Estelas de aviones y cambio climático: un gran experimento probará cambios de ruta para reducir el calentamiento que provocan las nubes de condensación.
¿Y si bastara con desviar un vuelo unos kilómetros para reducir su impacto climático? Esa es la apuesta de Operación Blue Skies, un nuevo experimento británico que busca limitar el impacto de la aviación directamente en el cielo del Atlántico Norte.
El proyecto pretende actuar sobre las estelas de condensación, las nubes artificiales que pueden formarse tras los aviones cuando el vapor de agua de los motores se condensa alrededor de las partículas presentes en los gases de escape. En determinadas condiciones atmosféricas, estas estelas pueden persistir y contribuir al calentamiento de la atmósfera.
La iniciativa está coordinada por un consorcio británico integrado por Google, el Departamento de Transporte del Reino Unido, el Met Office, Nats, Contrails.org, el Imperial College London y la Universidad de Cambridge. El programa tendrá una duración de 30 meses y un presupuesto total de 5 millones de libras, de los cuales 2,65 millones serán aportados por el Departamento de Transporte británico.
La IA busca las "zonas calientes" de las estelas
La tecnología es uno de los elementos centrales del experimento. Google utilizará su propia inteligencia artificial para identificar las zonas de la atmósfera donde las condiciones son más favorables para la formación de estelas persistentes y sugerir posibles cambios de ruta.
La idea es sencilla: no se trata de modificar radicalmente el trayecto, sino de evitar las zonas de la atmósfera más propicias para este fenómeno. Un pequeño desvío podría impedir así la formación de una estela especialmente persistente y con un elevado efecto de calentamiento.

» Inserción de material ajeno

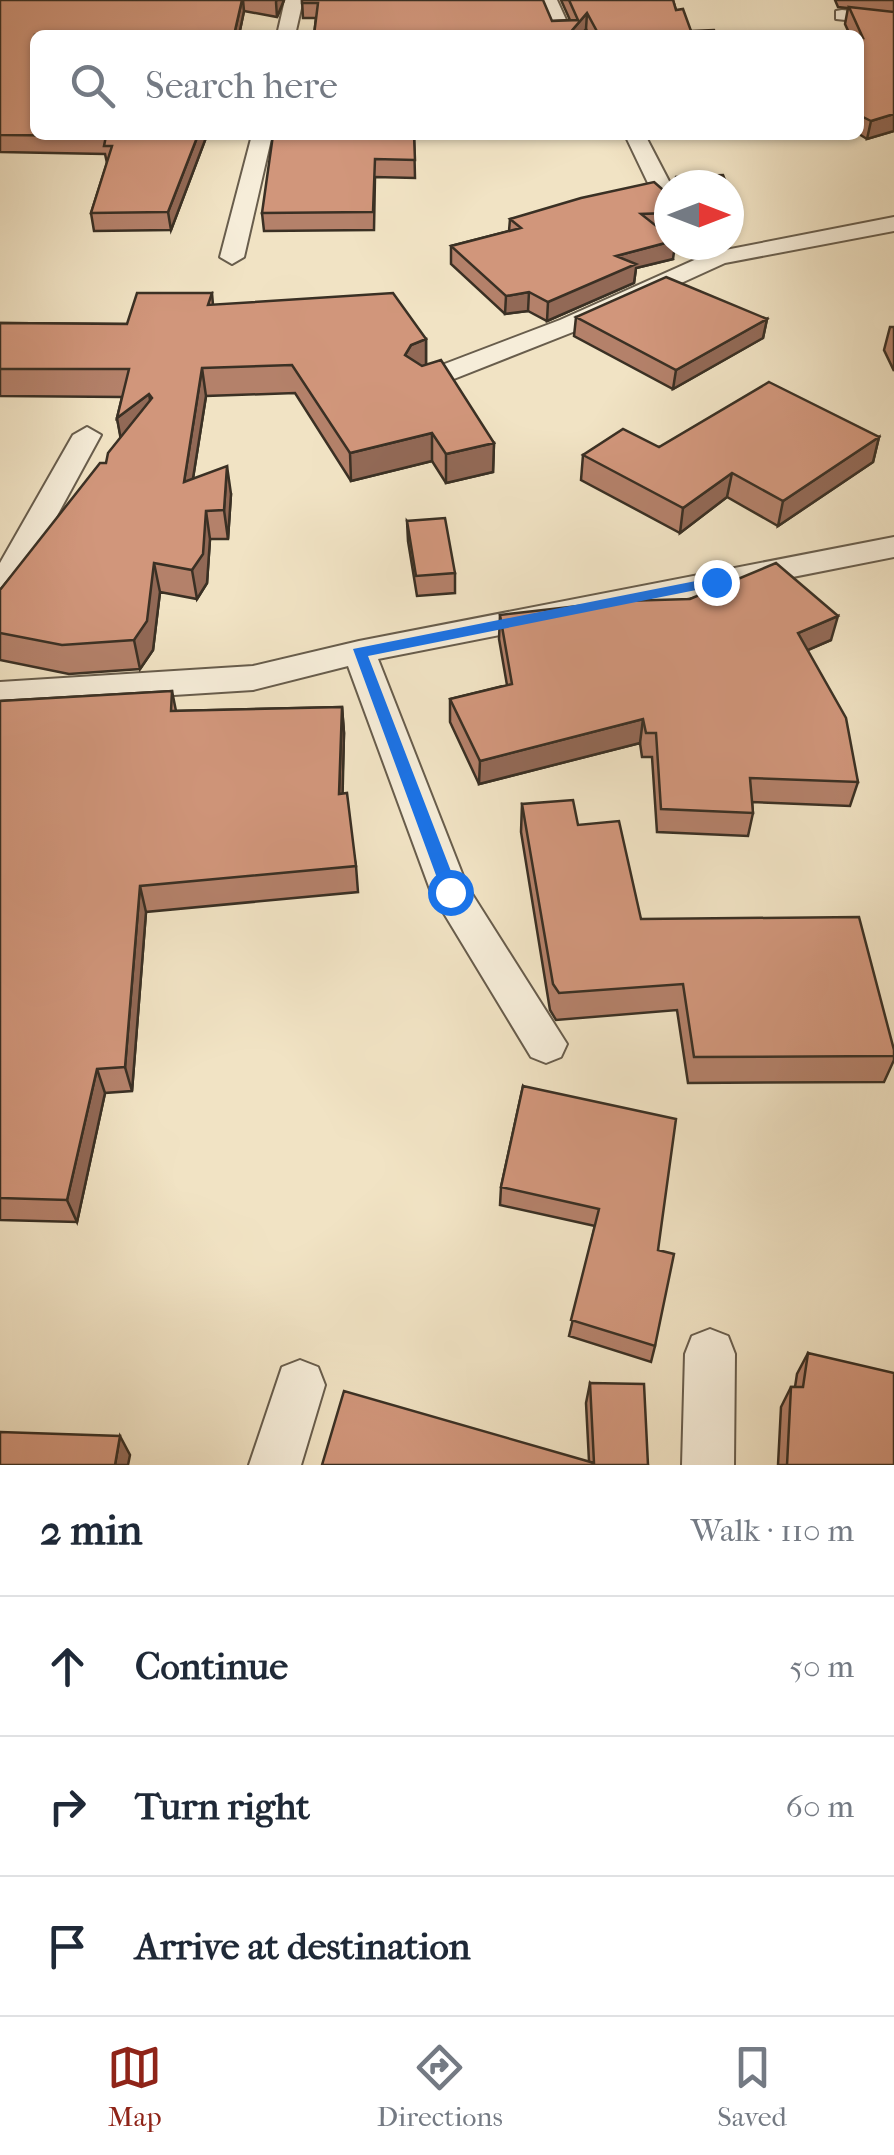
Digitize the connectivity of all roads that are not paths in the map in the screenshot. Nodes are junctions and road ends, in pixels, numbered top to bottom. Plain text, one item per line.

Según Google, las estelas de condensación representan aproximadamente un tercio del impacto climático total de la aviación. Sin embargo, no todos los vuelos generan estelas con el mismo efecto. El fenómeno depende de las condiciones atmosféricas, la altitud y la presencia de humedad.
La prueba en el cielo entre Europa y Norteamérica
El banco de pruebas será el espacio aéreo de Shanwick, situado en la parte oriental del corredor del Atlántico Norte, una de las principales autopistas aéreas entre Europa y Norteamérica y una de las zonas donde las estelas de condensación pueden tener un impacto climático significativo.
El experimento contempla dos campañas operativas de unos cuatro meses cada una. Durante las horas en las que se realicen las pruebas, miles de aviones seguirán utilizando el corredor con normalidad, aunque algunos vuelos podrían recibir instrucciones para desviarse ligeramente de su ruta original.
Google calcula que unos 10.000 vuelos al año, procedentes de cientos de ciudades, cruzarán el espacio aéreo de Shanwick durante las horas de prueba. Solo una pequeña parte de ellos, aquellos que atraviesen zonas con condiciones especialmente favorables para la formación de estelas persistentes, se verá afectada por los desvíos.
Una gran prueba sobre el tráfico aéreo
El reto será comprobar si esta estrategia puede funcionar sin generar un nuevo problema medioambiental. Desviar un avión implica, de hecho, añadir algunos kilómetros a la ruta y, potencialmente, consumir más combustible. Por ello, Blue Skies quiere medir el balance global: cuánto calentamiento puede evitarse frente a las emisiones adicionales generadas por los desvíos.
Google participa en el proyecto sin costes directos, aportando una contribución en especie valorada en unos 1,4 millones de libras. La compañía proporcionará su experiencia en investigación sobre inteligencia artificial, trabajos de diseño e infraestructuras de computación de alto rendimiento para apoyar el desarrollo de la investigación climática.